:: TASK PROMPT ::
Type out the entries below again, character for character.

:: EXTRACTED RECORDS ::
*** Block opens ***
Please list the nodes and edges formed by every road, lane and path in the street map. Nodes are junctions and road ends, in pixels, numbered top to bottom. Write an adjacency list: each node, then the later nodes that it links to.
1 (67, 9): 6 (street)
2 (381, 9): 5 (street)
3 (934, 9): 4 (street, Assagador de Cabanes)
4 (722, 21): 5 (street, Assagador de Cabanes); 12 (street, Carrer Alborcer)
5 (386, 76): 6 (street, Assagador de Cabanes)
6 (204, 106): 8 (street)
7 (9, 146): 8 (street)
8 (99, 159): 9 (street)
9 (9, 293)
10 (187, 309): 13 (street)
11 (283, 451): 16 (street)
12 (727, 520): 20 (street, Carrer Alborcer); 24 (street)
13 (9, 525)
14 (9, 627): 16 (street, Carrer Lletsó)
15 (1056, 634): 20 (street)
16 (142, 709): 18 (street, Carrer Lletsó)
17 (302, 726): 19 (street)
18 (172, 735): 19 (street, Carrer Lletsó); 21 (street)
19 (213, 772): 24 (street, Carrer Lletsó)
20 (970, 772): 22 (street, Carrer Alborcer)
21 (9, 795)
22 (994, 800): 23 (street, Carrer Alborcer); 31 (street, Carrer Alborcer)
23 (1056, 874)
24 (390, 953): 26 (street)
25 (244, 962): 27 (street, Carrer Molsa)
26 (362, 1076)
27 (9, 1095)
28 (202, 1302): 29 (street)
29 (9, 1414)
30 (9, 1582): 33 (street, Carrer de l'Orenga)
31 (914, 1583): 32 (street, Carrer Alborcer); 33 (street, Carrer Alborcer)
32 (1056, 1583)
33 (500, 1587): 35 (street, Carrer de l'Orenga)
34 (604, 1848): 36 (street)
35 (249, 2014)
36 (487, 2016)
*** Block closes ***
:: SOLVED EXERCISE ::
Please list the nodes and edges formed by every road, lane and path in the street map. Nodes are junctions and road ends, in pixels, numbered top to bottom. Write an adjacency list: each node, then the later nodes that it links to.
1 (67, 9): 6 (street)
2 (381, 9): 5 (street)
3 (934, 9): 4 (street, Assagador de Cabanes)
4 (722, 21): 5 (street, Assagador de Cabanes); 12 (street, Carrer Alborcer)
5 (386, 76): 6 (street, Assagador de Cabanes)
6 (204, 106): 8 (street)
7 (9, 146): 8 (street)
8 (99, 159): 9 (street)
9 (9, 293)
10 (187, 309): 13 (street)
11 (283, 451): 16 (street)
12 (727, 520): 20 (street, Carrer Alborcer); 24 (street)
13 (9, 525)
14 (9, 627): 16 (street, Carrer Lletsó)
15 (1056, 634): 20 (street)
16 (142, 709): 18 (street, Carrer Lletsó)
17 (302, 726): 19 (street)
18 (172, 735): 19 (street, Carrer Lletsó); 21 (street)
19 (213, 772): 24 (street, Carrer Lletsó)
20 (970, 772): 22 (street, Carrer Alborcer)
21 (9, 795)
22 (994, 800): 23 (street, Carrer Alborcer); 31 (street, Carrer Alborcer)
23 (1056, 874)
24 (390, 953): 26 (street)
25 (244, 962): 27 (street, Carrer Molsa)
26 (362, 1076)
27 (9, 1095)
28 (202, 1302): 29 (street)
29 (9, 1414)
30 (9, 1582): 33 (street, Carrer de l'Orenga)
31 (914, 1583): 32 (street, Carrer Alborcer); 33 (street, Carrer Alborcer)
32 (1056, 1583)
33 (500, 1587): 35 (street, Carrer de l'Orenga)
34 (604, 1848): 36 (street)
35 (249, 2014)
36 (487, 2016)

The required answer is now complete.